Her partner took a slow step out into the rain, then flinched violently and jumped back, glaring at the black sky, and she laughed, laughed and laughed and laughed, because of course that would happen, of course he would forget that the rain was wet, of course.

Her silly, unlucky kitty.

By the time she looked up, he'd switched his glare to her.

She almost, almost rubbed the back of her head in sheepish apology, but thought better of it at the last second. Instead, she clasped her hands behind her back and ducked like a bird, met his eye, and stuck her tongue out in challenge.

'Mad? Come and get me.'

His glare broke on a startled laugh that she could hear even over the white noise of the rain. Tripping out to join her, he took her up on her challenge, braving the water.

She was proud of him.

He met her in a splash of the puddle she'd deemed her castle, and folded his arms, bent down to her so they were almost nose to nose. Kaleidoscopic water droplets clung to the tips of his hair, and his eyes shone like apples, like freshly-cut grass, like sea-polished glass, like things natural and alive and organic, her fairytale prince and her incoming catastrophe in technicolor.

"Enjoying my pain, my lady?"

"Me?" she asked, grinning. "Never."

And she splashed him with her ankle-deep puddle- castle.

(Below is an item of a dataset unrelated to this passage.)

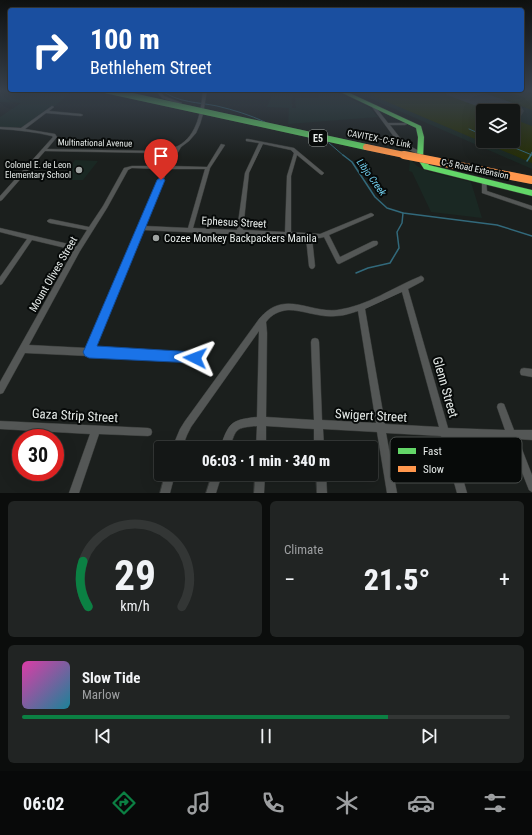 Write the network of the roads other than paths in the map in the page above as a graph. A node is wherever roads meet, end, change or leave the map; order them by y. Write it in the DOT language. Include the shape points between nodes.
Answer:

His reaction did not disappoint. He spluttered wildly, giving her the most betrayed look she'd ever seen in her life.

She smirked.

His eyes narrowed.

She decided to make a run for it while she still could.

He chased her down, following up on her declaration of watery war with a happy yell.

They crashed through dirty puddles and tried not to slip on the slick sidewalks, dancing about the bus shelter, two teenagers playing like teenagers and having the time of their lives in the sheeting rain.

She was wheezing by the end of it, choking on her laughter, gasping for air and soaked to the bone, numb and cold and warm and happy. Happy to spend her day like this, here, with him, watching the shadows fade from his eyes and the tension roll off his back.

She stumbled to a stop, giggling, turning to call a halt to this game of theirs, and he caught her wrist.

She only had time to blink the rain off her eyelashes before his mouth was on hers, pressing chill and chaste and grateful and electric.

She gasped, arching into it, rising up on her toes to get closer, closer, closer – and he broke away.

She whined and chased him, no wait I wasn't done, and he laughed.

"Come on," he said, breathy and soft. "We're soaked. Let's go home."

She pouted, denied satisfaction, and followed him back to her belongings.

She decided she'd just have to steal a goodnight kiss in return.